On 1/31/07, Cecilia Castillo <[EMAIL PROTECTED]> wrote:

I am new to Struts, Struts2, and Spring.  (And maybe know too much about
jdbc.)

I have written my application with Struts2 and am only using Spring
to manage my database connections.  I have defined my oracle database
as a JNDI resource in my Tomcat server.xml file.

I have defined a dataSource bean in my  applicationContext.xml for my
database JNDI resource.

I have written some DAO classes which are spring beans defined in my
applicationContext.xml.  These all have a dataSource property
pointing to my database.  These DAO classes have methods which
execute various db stored procedures or select statements.

Now, I have some strut2 ActionSupport  subclasses which do something
like this in my execute() method
                ThingDao thingDao= (ThingDao )getBean("ThingDao");


All is well, all is working.

However, what I want to know is something about how Spring
works.  Does it manage these beans as singletons?


In Spring 2, bean lifecycle is controlled by the "scope" attribute of the
<bean> element.

See
http://www.springframework.org/docs/reference/beans.html#beans-factory-scopesfor
more info.

Also, the scope defaults to "singleton", which is counter to the original
model for Struts2 Actions, where each action is generally expected to be
instantiated once per request.

For your DAO bean, etc, of course you would choose for yourself whether to
set to a "singleton" scope or a "prototype" scope.

Or every time the
execute() method is called, and I get my dao bean, does it
instantiate a new instance of the dao bean object?  Should I save
this dao bean object in a private member of my ActionSupport class
and reuse it everytime execute() is called?

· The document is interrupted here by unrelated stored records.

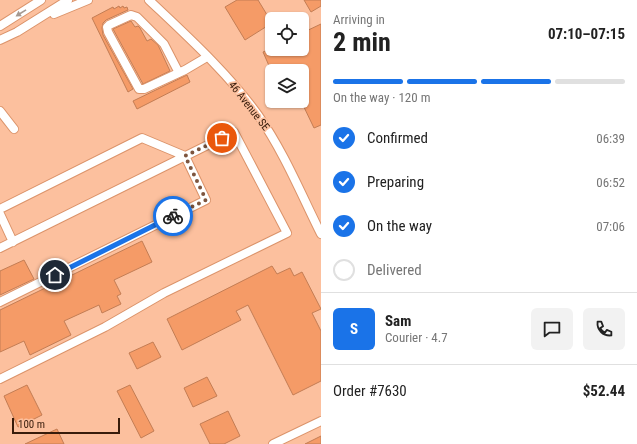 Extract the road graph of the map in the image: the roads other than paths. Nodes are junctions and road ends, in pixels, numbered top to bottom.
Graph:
1 (42, 0) edge
2 (68, 0) edge
3 (88, 0) edge
4 (149, 0) edge
5 (39, 18) junction
6 (0, 26) edge
7 (0, 40) edge
8 (207, 57) junction
9 (179, 73) junction
10 (0, 111) edge
11 (14, 129) dead end
12 (185, 156) junction
13 (0, 209) edge
14 (0, 214) edge
15 (321, 234) edge
16 (13, 242) junction
17 (0, 248) edge
18 (0, 302) edge
19 (0, 379) edge
20 (321, 421) edge
21 (273, 444) edge

1 -> 6 street
2 - 5 street
3 - 5 street
4 - 8 street, 46 Avenue SE
5 - 7 street
8 - 9 street
8 - 15 street, 46 Avenue SE
9 - 9 street
10 - 11 street
12 - 13 street
12 - 16 street
12 - 18 street
12 - 19 street
14 - 16 street
16 - 17 street
20 - 21 street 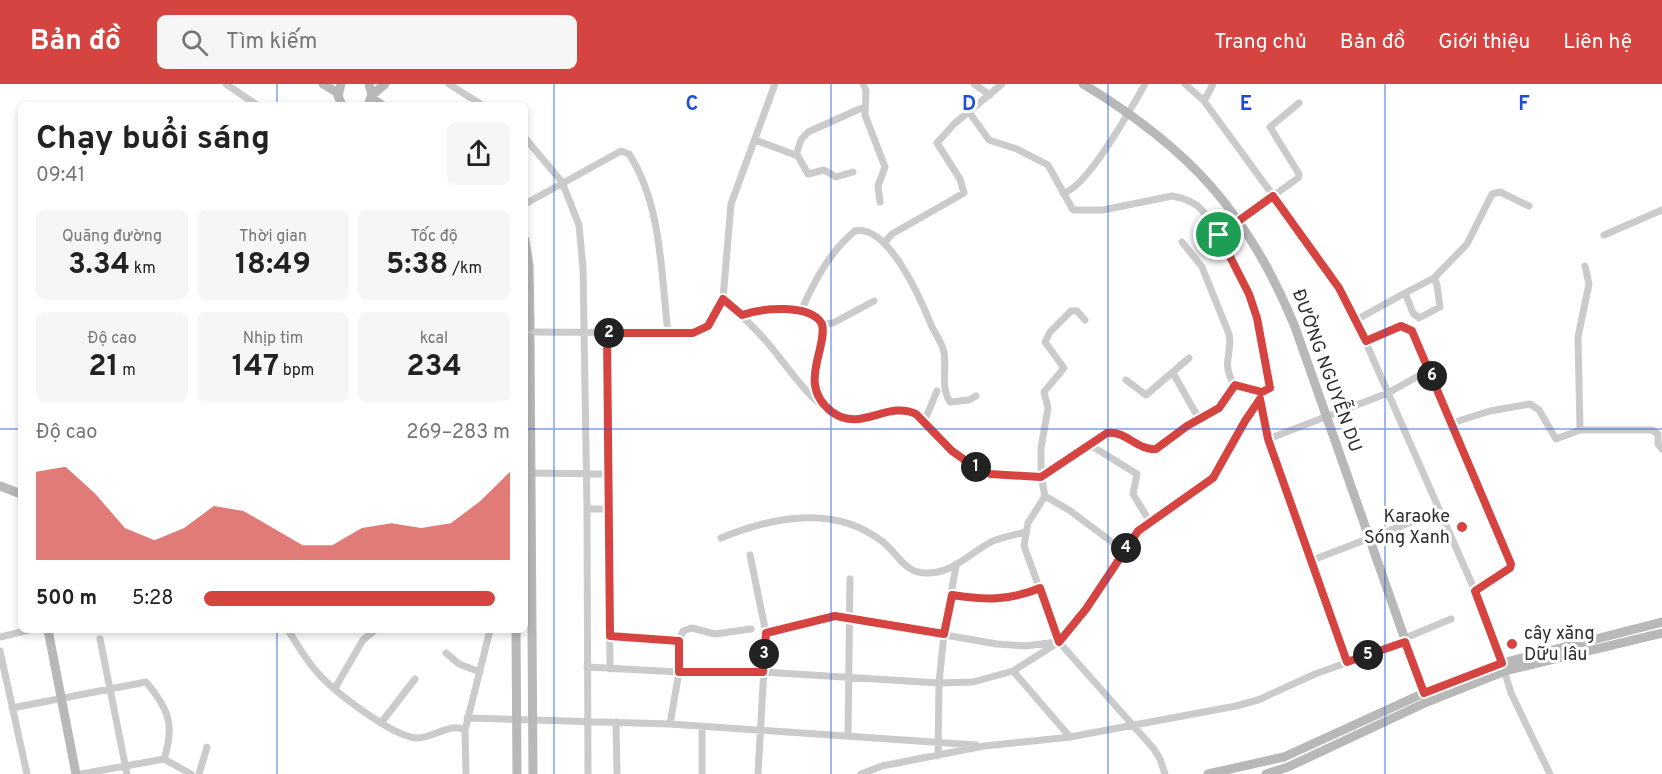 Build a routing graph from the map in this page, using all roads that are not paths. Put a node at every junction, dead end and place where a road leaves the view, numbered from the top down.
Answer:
1 (226, 84) edge
2 (323, 84) edge
3 (369, 84) edge
4 (385, 84) edge
5 (449, 84) edge
6 (775, 84) edge
7 (863, 84) edge
8 (974, 84) edge
9 (1002, 84) edge
10 (1083, 84) edge
11 (1145, 84) edge
12 (1185, 84) edge
13 (1213, 84) edge
14 (990, 95) junction
15 (339, 97) edge
16 (370, 99) edge
17 (1204, 101) junction
18 (253, 102) edge
19 (477, 102) edge
20 (1299, 103) dead end
21 (864, 107) junction
22 (969, 112) junction
23 (1130, 112) junction
24 (755, 140) junction
25 (528, 142) edge
26 (796, 155) junction
27 (853, 172) dead end
28 (562, 182) junction
29 (1063, 193) junction
30 (1273, 196) junction
31 (528, 202) edge
32 (880, 202) dead end
33 (1528, 206) dead end
34 (1662, 210) edge
35 (1241, 221) junction
36 (1219, 235) junction
37 (1605, 235) dead end
38 (1182, 242) dead end
39 (884, 243) junction
40 (528, 260) edge
41 (1585, 266) dead end
42 (1434, 278) junction
43 (1405, 293) junction
44 (723, 299) junction
45 (874, 301) dead end
46 (801, 311) junction
47 (742, 315) junction
48 (1085, 320) dead end
49 (1356, 320) junction
50 (822, 324) junction
51 (528, 332) edge
52 (584, 332) junction
53 (607, 333) junction
54 (668, 333) junction
55 (1366, 341) junction
56 (1189, 358) dead end
57 (1429, 370) junction
58 (1173, 373) junction
59 (1126, 380) dead end
60 (1235, 385) junction
61 (937, 392) dead end
62 (1388, 393) junction
63 (976, 396) dead end
64 (1261, 396) junction
65 (823, 404) junction
66 (1325, 417) junction
67 (1198, 419) junction
68 (924, 422) junction
69 (1452, 423) junction
70 (1580, 430) junction
71 (1268, 439) junction
72 (1090, 445) junction
73 (1662, 449) edge
74 (532, 473) junction
75 (587, 473) junction
76 (609, 474) junction
77 (1041, 477) junction
78 (0, 486) edge
79 (18, 493) edge
80 (1045, 496) junction
81 (588, 509) junction
82 (609, 509) junction
83 (1150, 522) junction
84 (1409, 523) dead end
85 (1026, 532) junction
86 (721, 538) dead end
87 (1368, 538) junction
88 (1124, 551) junction
89 (750, 555) dead end
90 (1310, 561) junction
91 (956, 566) junction
92 (850, 579) dead end
93 (1040, 588) junction
94 (1475, 591) junction
95 (952, 595) junction
96 (850, 617) junction
97 (1451, 619) dead end
98 (1662, 622) edge
99 (751, 629) dead end
100 (18, 633) edge
101 (49, 633) edge
102 (290, 633) edge
103 (371, 633) edge
104 (489, 633) edge
105 (516, 633) edge
106 (766, 633) junction
107 (1662, 633) edge
108 (944, 634) junction
109 (610, 636) junction
110 (0, 637) edge
111 (100, 639) dead end
112 (1404, 640) junction
113 (679, 641) junction
114 (1059, 642) junction
115 (0, 651) edge
116 (446, 653) dead end
117 (1347, 662) junction
118 (587, 667) junction
119 (1504, 667) junction
120 (610, 669) junction
121 (1013, 671) junction
122 (480, 672) junction
123 (679, 672) junction
124 (763, 672) junction
125 (415, 679) dead end
126 (849, 679) junction
127 (939, 683) junction
128 (335, 688) junction
129 (110, 689) junction
130 (1425, 698) junction
131 (61, 699) junction
132 (12, 708) junction
133 (467, 718) junction
134 (516, 720) junction
135 (533, 720) junction
136 (586, 720) junction
137 (616, 722) junction
138 (381, 723) junction
139 (670, 724) junction
140 (1132, 725) junction
141 (702, 726) junction
142 (760, 729) junction
143 (465, 730) junction
144 (848, 735) junction
145 (1070, 737) junction
146 (938, 741) junction
147 (984, 746) junction
148 (207, 747) dead end
149 (938, 756) junction
150 (164, 759) junction
151 (1278, 759) junction
152 (125, 765) junction
153 (1281, 772) edge
154 (27, 774) edge
155 (78, 774) edge
156 (127, 774) edge
157 (191, 774) edge
158 (199, 774) edge
159 (466, 774) edge
160 (517, 774) edge
161 (533, 774) edge
162 (588, 774) edge
163 (617, 774) edge
164 (702, 774) edge
165 (759, 774) edge
166 (861, 774) edge
167 (1165, 774) edge
168 (1208, 774) edge
169 (1266, 774) edge
170 (1551, 774) edge

1 - 18 street
2 - 15 main road
3 - 16 main road
4 - 16 main road
5 - 19 street
6 - 24 street
7 - 21 street
8 - 14 street
9 - 14 street
10 - 23 main road, ĐƯỜNG NGUYỄN DU
11 - 23 street
12 - 17 street
13 - 17 street
14 - 22 street
17 - 30 street
20 - 30 street
21 - 26 street
21 - 32 street
22 - 29 street
22 - 39 street
23 - 29 street
23 - 35 main road, ĐƯỜNG NGUYỄN DU
24 - 26 street
24 - 44 street
25 - 28 street
26 - 27 street
28 - 31 street
28 - 52 street
28 - 54 street
29 - 36 street
30 - 35 street
30 - 49 street
33 - 42 street
34 - 37 street
35 - 36 street
35 - 66 main road, ĐƯỜNG NGUYỄN DU
36 - 64 street
38 - 60 street
39 - 46 street
39 - 63 street
40 - 51 main road
41 - 70 street
42 - 43 street
42 - 43 street
43 - 49 street
44 - 47 street
44 - 54 street
45 - 50 street
46 - 47 street
46 - 50 street
47 - 65 street
48 - 77 street
49 - 55 street
50 - 65 street
51 - 52 street
51 - 74 main road
52 - 53 street
52 - 75 street
53 - 54 street
53 - 76 street
55 - 57 street
55 - 62 street
56 - 58 street
57 - 62 street
57 - 69 street
58 - 59 street
58 - 67 street
60 - 64 street
60 - 67 street
61 - 68 street
62 - 66 street
62 - 94 street
64 - 71 street
64 - 83 street
65 - 68 street
66 - 71 street
66 - 87 main road, ĐƯỜNG NGUYỄN DU
67 - 72 street
68 - 77 street
69 - 70 street
69 - 94 street
70 - 73 street
71 - 90 street
72 - 77 street
72 - 83 street
74 - 75 street
74 - 135 main road
75 - 76 street
75 - 81 street
76 - 82 street
77 - 80 street
78 - 79 main road
80 - 85 street
80 - 88 street
81 - 82 street
81 - 118 street
82 - 109 street
83 - 88 street
84 - 87 street
85 - 91 street
85 - 93 street
86 - 91 street
87 - 90 street
87 - 112 main road, ĐƯỜNG NGUYỄN DU
88 - 114 street
89 - 106 street
90 - 117 street
91 - 95 street
92 - 96 street
93 - 95 street
93 - 114 street
94 - 119 street
95 - 108 street
96 - 106 street
96 - 108 street
96 - 126 street
97 - 112 street
98 - 119 main road
99 - 113 street
100 - 110 street
101 - 131 main road
102 - 128 street
103 - 128 street
104 - 122 street
105 - 134 main road
106 - 124 street
107 - 119 main road
108 - 114 street
108 - 127 street
109 - 113 street
109 - 120 street
111 - 129 street
112 - 117 street
112 - 130 main road, ĐƯỜNG NGUYỄN DU
113 - 123 street
114 - 121 street
114 - 140 street
115 - 132 street
116 - 122 street
117 - 140 street
118 - 120 street
118 - 136 street
119 - 130 main road
119 - 170 street
120 - 123 street
121 - 127 street
121 - 145 street
122 - 133 street
123 - 124 street
123 - 139 street
124 - 126 street
124 - 142 street
125 - 138 street
126 - 127 street
126 - 144 street
127 - 146 street
128 - 138 street
129 - 131 street
129 - 150 street
129 - 152 street
130 - 151 main road
130 - 153 main road
131 - 132 street
131 - 155 main road
132 - 154 street
133 - 134 street
133 - 143 street
134 - 135 street
134 - 160 main road
135 - 136 street
135 - 161 main road
136 - 137 street
136 - 162 street
137 - 139 street
137 - 163 street
138 - 143 street
139 - 141 street
140 - 145 street
140 - 167 street
141 - 142 street
141 - 164 street
142 - 144 street
142 - 165 street
143 - 159 street
144 - 146 street
145 - 147 street
146 - 147 street
146 - 149 street
147 - 149 street
148 - 158 street
149 - 166 street
150 - 152 street
150 - 157 street
151 - 153 street
151 - 168 main road
152 - 155 street
152 - 156 street
153 - 169 main road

This suggests that your model is also counter to the Struts2 model.  If you
are writing Action classes with properties that are populated based on
request parameters, you will be subject to concurrency problems (race
conditions) if you have singleton actions.  I'd recommend against it.
Actions are supposed to be lightweight.

At what point does Spring get a database connection...when  the dao
bean is instantiated, or when the dao bean executes() some jdbc
call.  (I assume this is when it makes a jdbc call, but I just want
to confirm).


This I can't answer directly, but remember that Spring is open source.  You
could check the code.

If anyone can enlighten me or point me to some good documentation on
this subject, I would appreciate it.


Spring's own documentation (referenced above) is thorough and pretty clear.
There are also a number of good Spring books.

Hope this helps.

Joe

--
Joe Germuska
[EMAIL PROTECTED] * http://blog.germuska.com

"The truth is that we learned from João forever to be out of tune."